Empower your farm workers. Let them know of their importance as a team member in caring for the cows properly, protecting your farm, and that you expect them to immediately report any strange behaviors or actions.
Report animal abuse. Establish a culture in which employees feel comfortable reporting any willful acts of mistreatment to you. Any animal abuse should be reported to the appropriate authorities. Post signage around the farm to remind employees of acceptable actions.
Partner each new hire with a trusted employee. The new employee will learn best practices for your farm, and you’ll benefit from another set of eyes watching them closely.

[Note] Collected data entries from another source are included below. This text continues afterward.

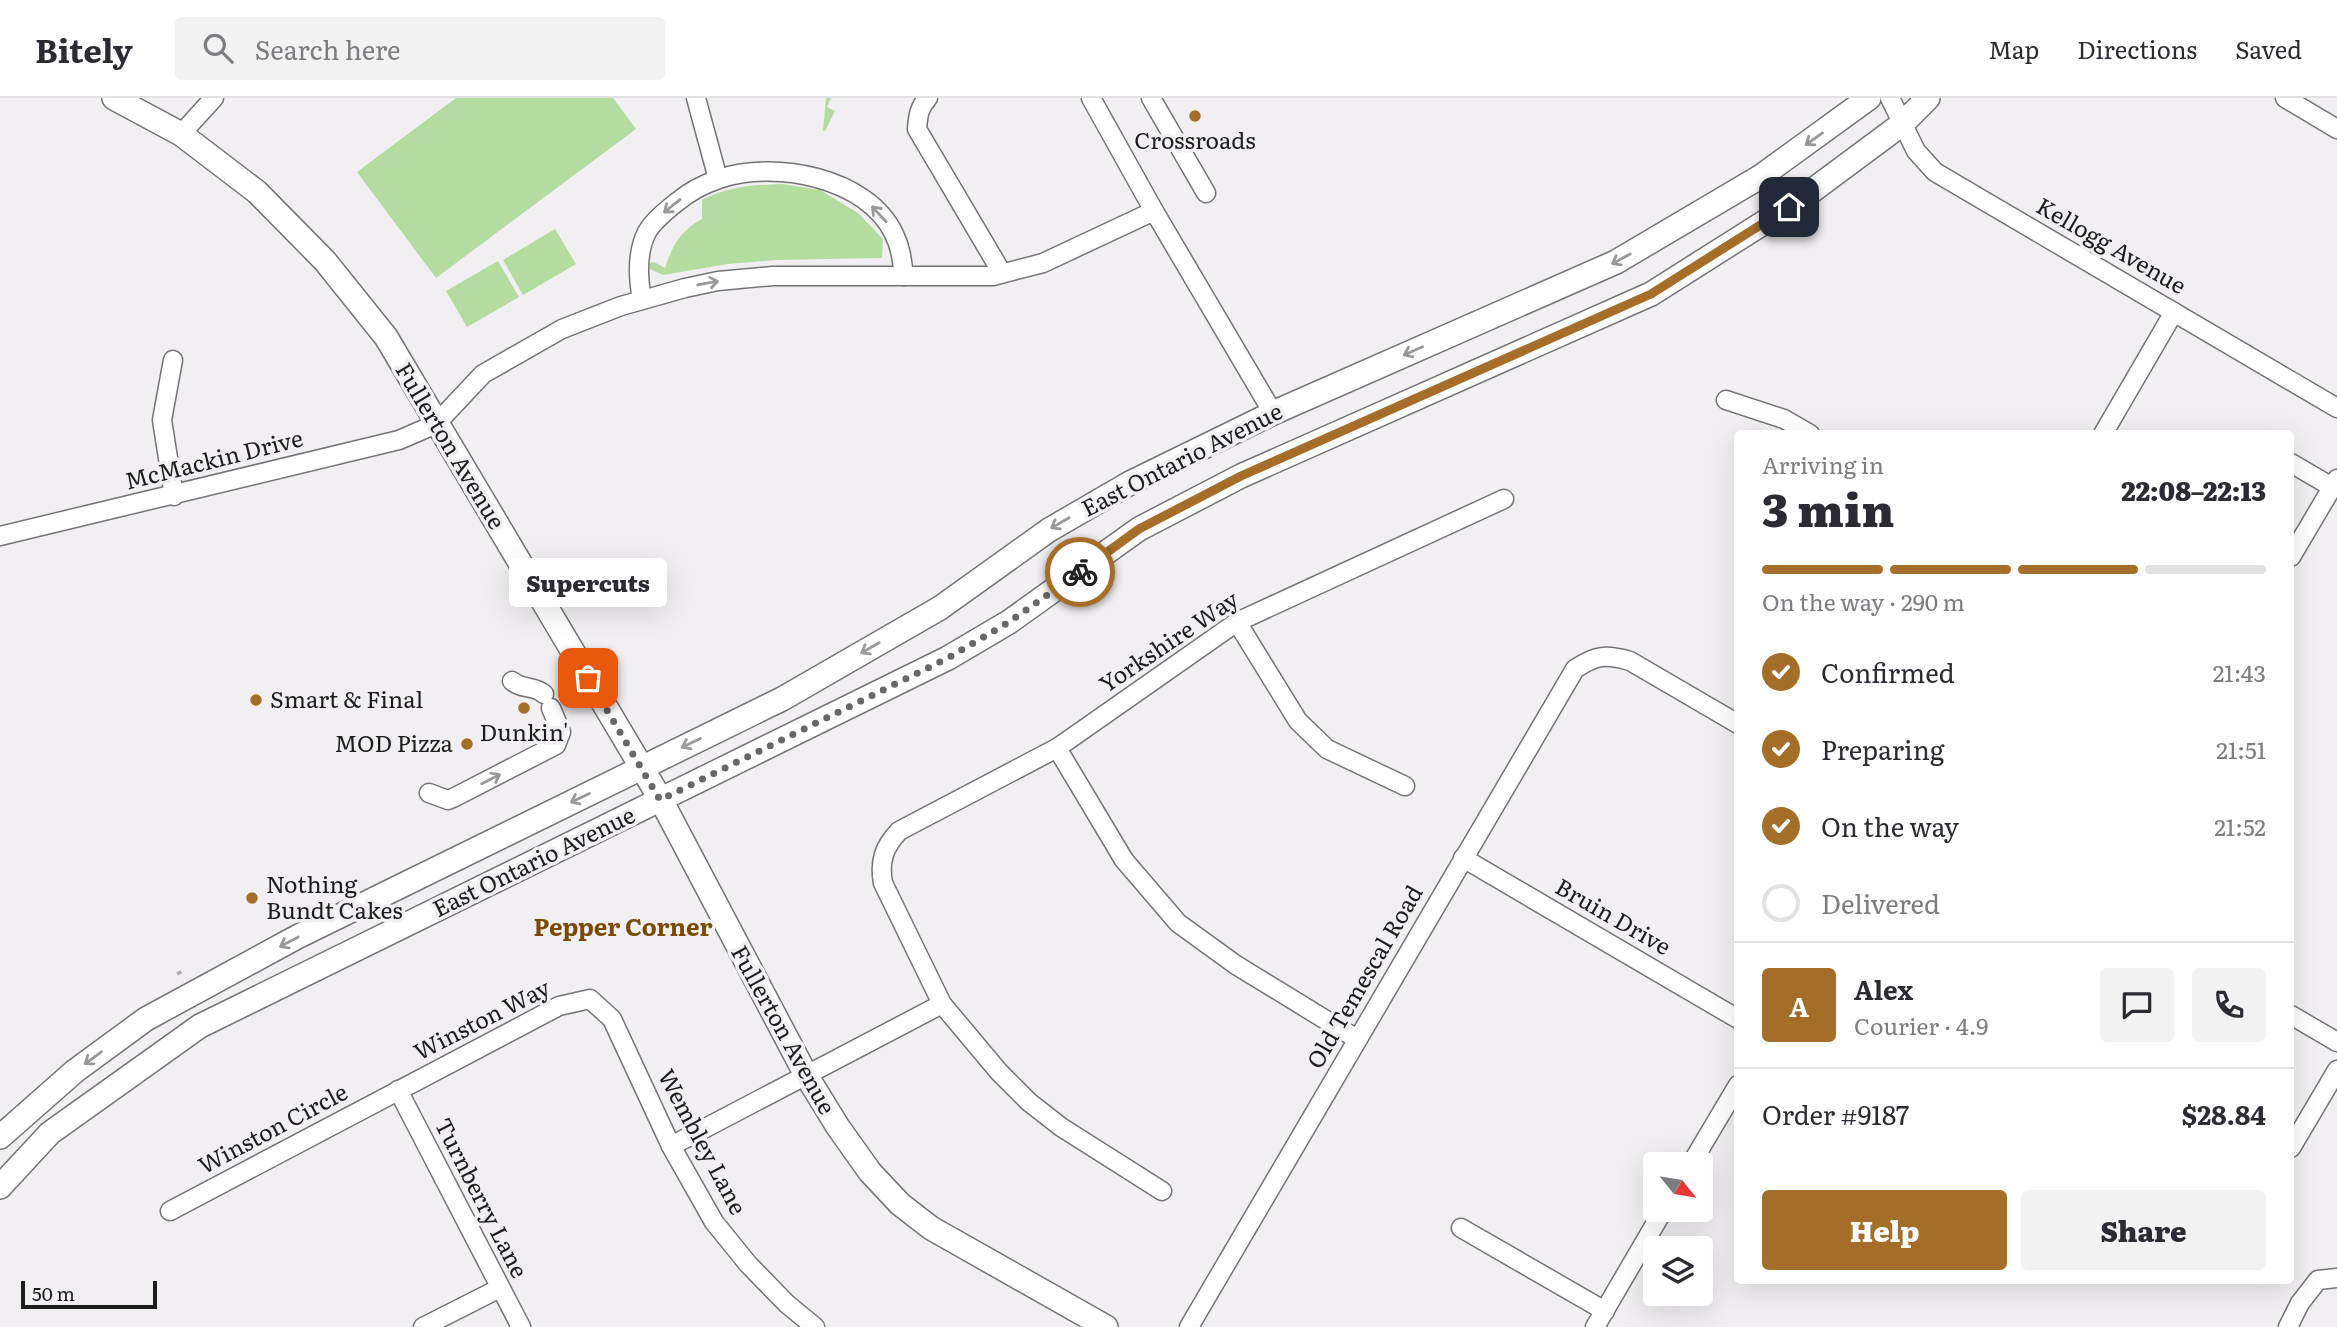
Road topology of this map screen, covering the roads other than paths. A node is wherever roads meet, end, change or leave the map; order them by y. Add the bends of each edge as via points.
1 (114, 98) edge
2 (214, 98) edge
3 (696, 98) edge
4 (928, 98) edge
5 (1091, 98) edge
6 (1151, 98) edge
7 (1869, 98) edge
8 (1890, 98) edge
9 (1928, 98) edge
10 (2285, 98) edge
11 (2322, 98) edge
12 (2313, 114) junction
13 (1902, 124) junction
14 (2337, 129) edge
15 (181, 134) junction
16 (718, 179) junction
17 (1206, 193) dead end
18 (1154, 211) junction
19 (1002, 274) junction
20 (904, 276) junction
21 (642, 300) junction
22 (2174, 312) junction
23 (173, 360) dead end
24 (1726, 400) dead end
25 (1268, 404) junction
26 (2337, 408) edge
27 (436, 424) junction
28 (1803, 430) edge
29 (2105, 430) edge
30 (2294, 464) edge
31 (2335, 483) edge
32 (174, 496) junction
33 (1504, 499) dead end
34 (0, 536) edge
35 (2294, 552) edge
36 (1237, 622) junction
37 (512, 681) dead end
38 (1734, 722) edge
39 (1057, 748) junction
40 (642, 767) junction
41 (1405, 786) dead end
42 (429, 793) dead end
43 (660, 800) junction
44 (1463, 858) junction
45 (201, 989) junction
46 (590, 999) joint
47 (942, 1004) junction
48 (1734, 1017) edge
49 (2294, 1017) edge
50 (1357, 1039) junction
51 (2337, 1042) edge
52 (2337, 1070) edge
53 (806, 1075) junction
54 (398, 1090) junction
55 (1734, 1092) edge
56 (50, 1133) junction
57 (0, 1138) edge
58 (2294, 1143) edge
59 (671, 1146) junction
60 (1698, 1152) edge
61 (0, 1187) edge
62 (1163, 1191) dead end
63 (170, 1211) dead end
64 (1656, 1222) edge
65 (1461, 1228) dead end
66 (2337, 1278) edge
67 (500, 1288) junction
68 (1605, 1311) junction
69 (423, 1327) edge
70 (521, 1327) edge
71 (815, 1327) edge
72 (1106, 1327) edge
73 (1189, 1327) edge
74 (1595, 1327) edge
75 (2288, 1327) edge

1 - 15 main road, Fullerton Avenue
2 - 15 street
3 - 16 street
4 - 19 street via 918,115 917,129
5 - 18 street
6 - 17 street
7 -> 25 main road, East Ontario Avenue via 1760,177 1616,262
8 - 13 street, Kellogg Avenue
9 - 13 main road, East Ontario Avenue
10 - 12 street
11 - 12 street
12 - 14 street
13 - 22 street, Kellogg Avenue via 1916,151 1935,172
13 - 43 main road, East Ontario Avenue via 1801,200 1651,294 1241,476 1139,529 1009,622 948,658
15 - 27 main road, Fullerton Avenue via 257,192 325,261 386,337
20 -> 16 street via 894,232 864,199 830,181 802,173 743,173
16 -> 21 street via 689,193 647,232 638,279
18 - 19 street via 1043,263
18 - 25 street
19 - 20 street
21 -> 20 street via 718,281
21 - 27 street via 562,329 483,374
22 - 26 street, Kellogg Avenue
22 - 29 street
23 - 32 street via 162,420
24 - 28 street
25 -> 40 main road, East Ontario Avenue via 1049,530 940,608 782,699
27 - 32 street, McMackin Drive via 399,440
27 - 40 main road, Fullerton Avenue
30 - 31 street
31 - 35 street
32 - 34 street, McMackin Drive
33 - 36 street, Yorkshire Way
36 - 39 street, Yorkshire Way
36 - 41 street via 1298,722 1327,749
42 -> 37 street via 448,800 555,745 561,732 547,701 538,689
38 - 44 street, Old Temescal Road via 1630,661 1610,656 1591,659 1575,669 1564,686
39 - 47 street, Yorkshire Way via 899,831 888,843 880,870 883,883
39 - 50 street via 1124,860 1178,923 1236,965
40 - 43 main road, Fullerton Avenue
40 -> 45 main road, East Ontario Avenue
43 - 53 main road, Fullerton Avenue
43 - 56 main road, East Ontario Avenue via 200,1026
44 - 48 street, Bruin Drive
44 - 50 street, Old Temescal Road
45 - 56 main road via 202,1008 65,1111
45 -> 57 main road, East Ontario Avenue via 146,1019 75,1071
46 - 54 street, Winston Way via 559,1006
46 - 59 street, Wembley Lane via 611,1018
47 - 53 street
47 - 62 street via 1029,1102
49 - 51 street
50 - 73 street, Old Temescal Road
52 - 58 street
53 - 59 street
53 - 72 main road, Fullerton Avenue via 870,1172 900,1204 931,1228
54 - 63 street, Winston Circle
54 - 67 street, Turnberry Lane
55 - 60 street
56 - 61 main road, East Ontario Avenue
59 - 71 street, Wembley Lane via 713,1222 748,1264
64 - 68 street
65 - 68 street
66 - 75 street via 2318,1280
67 - 69 street
67 - 70 street, Turnberry Lane
68 - 74 street

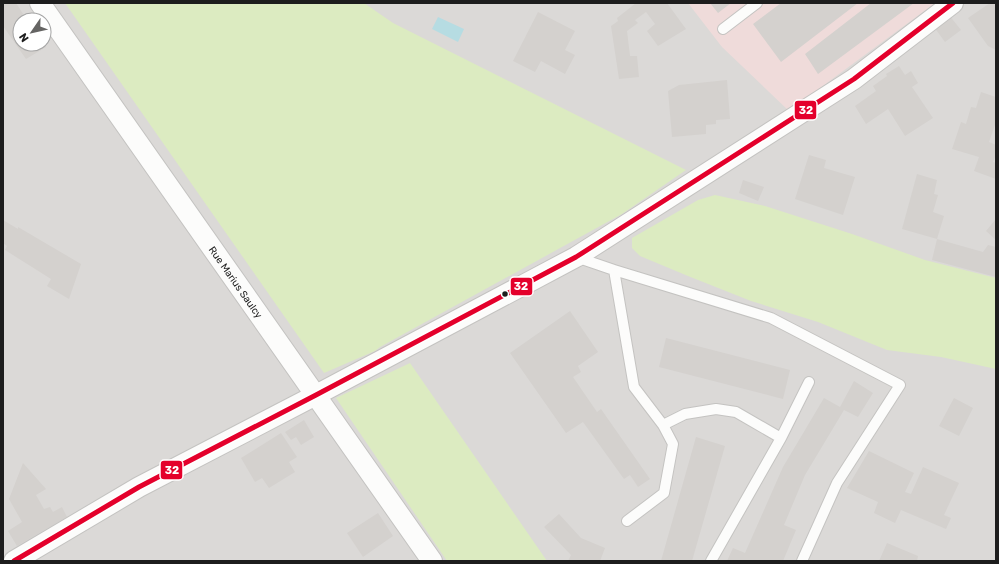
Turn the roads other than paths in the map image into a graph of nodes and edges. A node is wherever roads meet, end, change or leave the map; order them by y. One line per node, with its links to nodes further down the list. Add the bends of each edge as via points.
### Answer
1 (40, 3): 8 (street, Rue Marius Saulcy)
2 (757, 3): 4 (lane)
3 (953, 3): 5 (street, via 854,79)
4 (723, 29)
5 (576, 257): 6 (lane); 8 (street)
6 (614, 270): 9 (lane, via 634,386); 15 (lane, via 771,318 900,385 837,483)
7 (809, 382): 10 (lane)
8 (316, 395): 12 (street, via 139,487); 13 (street, Rue Marius Saulcy)
9 (663, 425): 10 (lane, via 685,414 716,409 736,412); 11 (lane, via 673,444 664,493)
10 (781, 438): 14 (lane)
11 (627, 521)
12 (14, 561)
13 (432, 561)
14 (711, 561)
15 (802, 561)

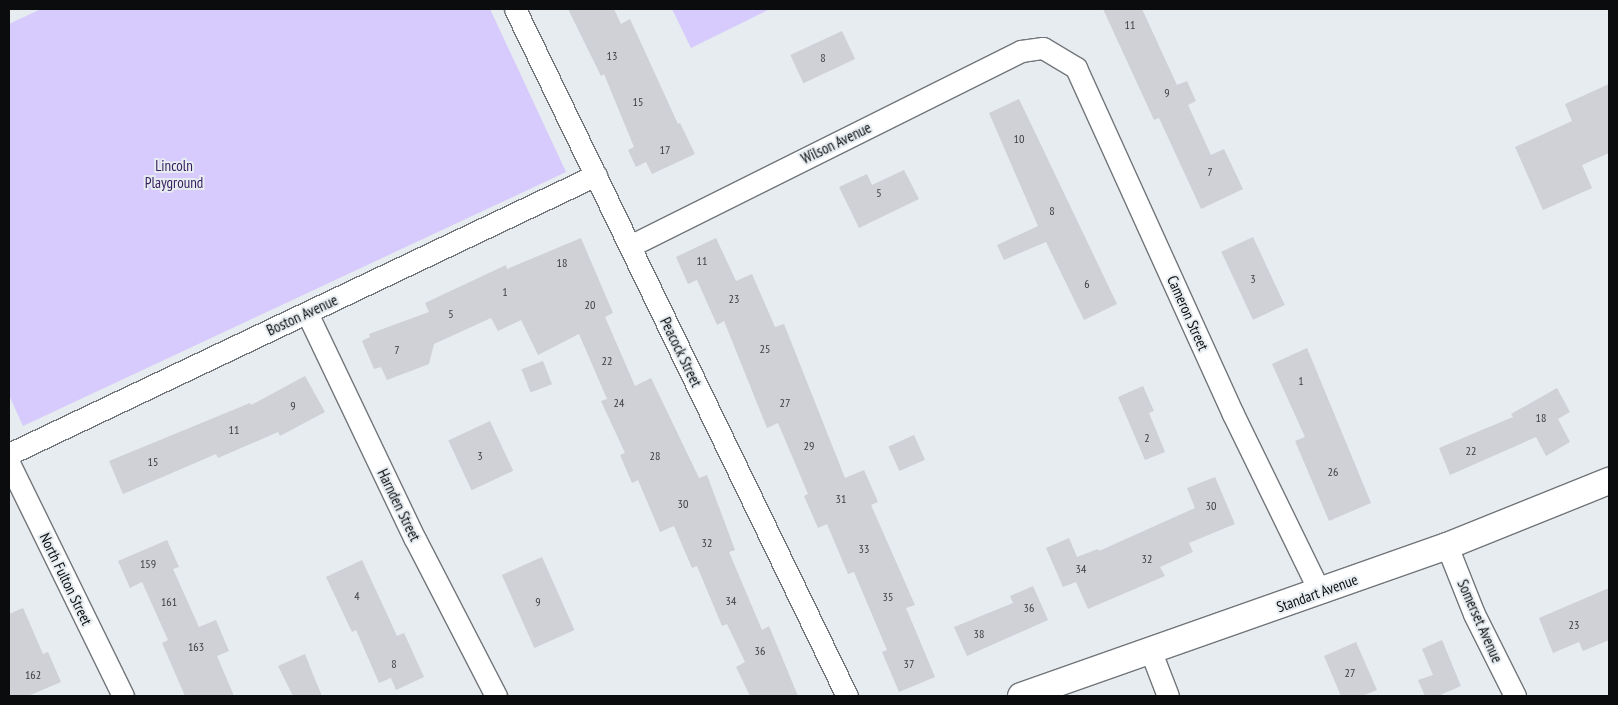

Don’t be shy about asking other employees about the new worker.
Set expectations for animal care. If you don’t have them, establish animal care protocols and train your employees. Require ANY farmer worker that handles animals to sign a document stating that they understand your animal care expectations, and ask them to immediately report any actions that do not comply. Example protocols, dairy cattle care and ethics agreements, training records and more resources can be found at www.nationaldairyfarm.com
Stay in touch. If you are suspicious of any activity, contact your cooperative or milk processor and local/regional dairy checkoff organization immediately.
SIDEBAR: Onboarding Employee Tips
Source: FARM Program
• It is legal to ask a potential employee if he or she is a member of, or if they support, an animal rights organization. Ask during the interview or on the employment application.
• Ask if the prospective employee is living in transient housing; ask how long they have lived in the area; ask if they have experience working in agriculture.
• Require employees to sign a non-disclosure and confidentiality agreement. The agreement should also include a clause for liquidated damages for take or distributing photographs or video. If the employee violates the agreement, they may be subject to legal action and damages.
• Verify previous employment. Ask prospective employees for references; then contact references to verify previous employment.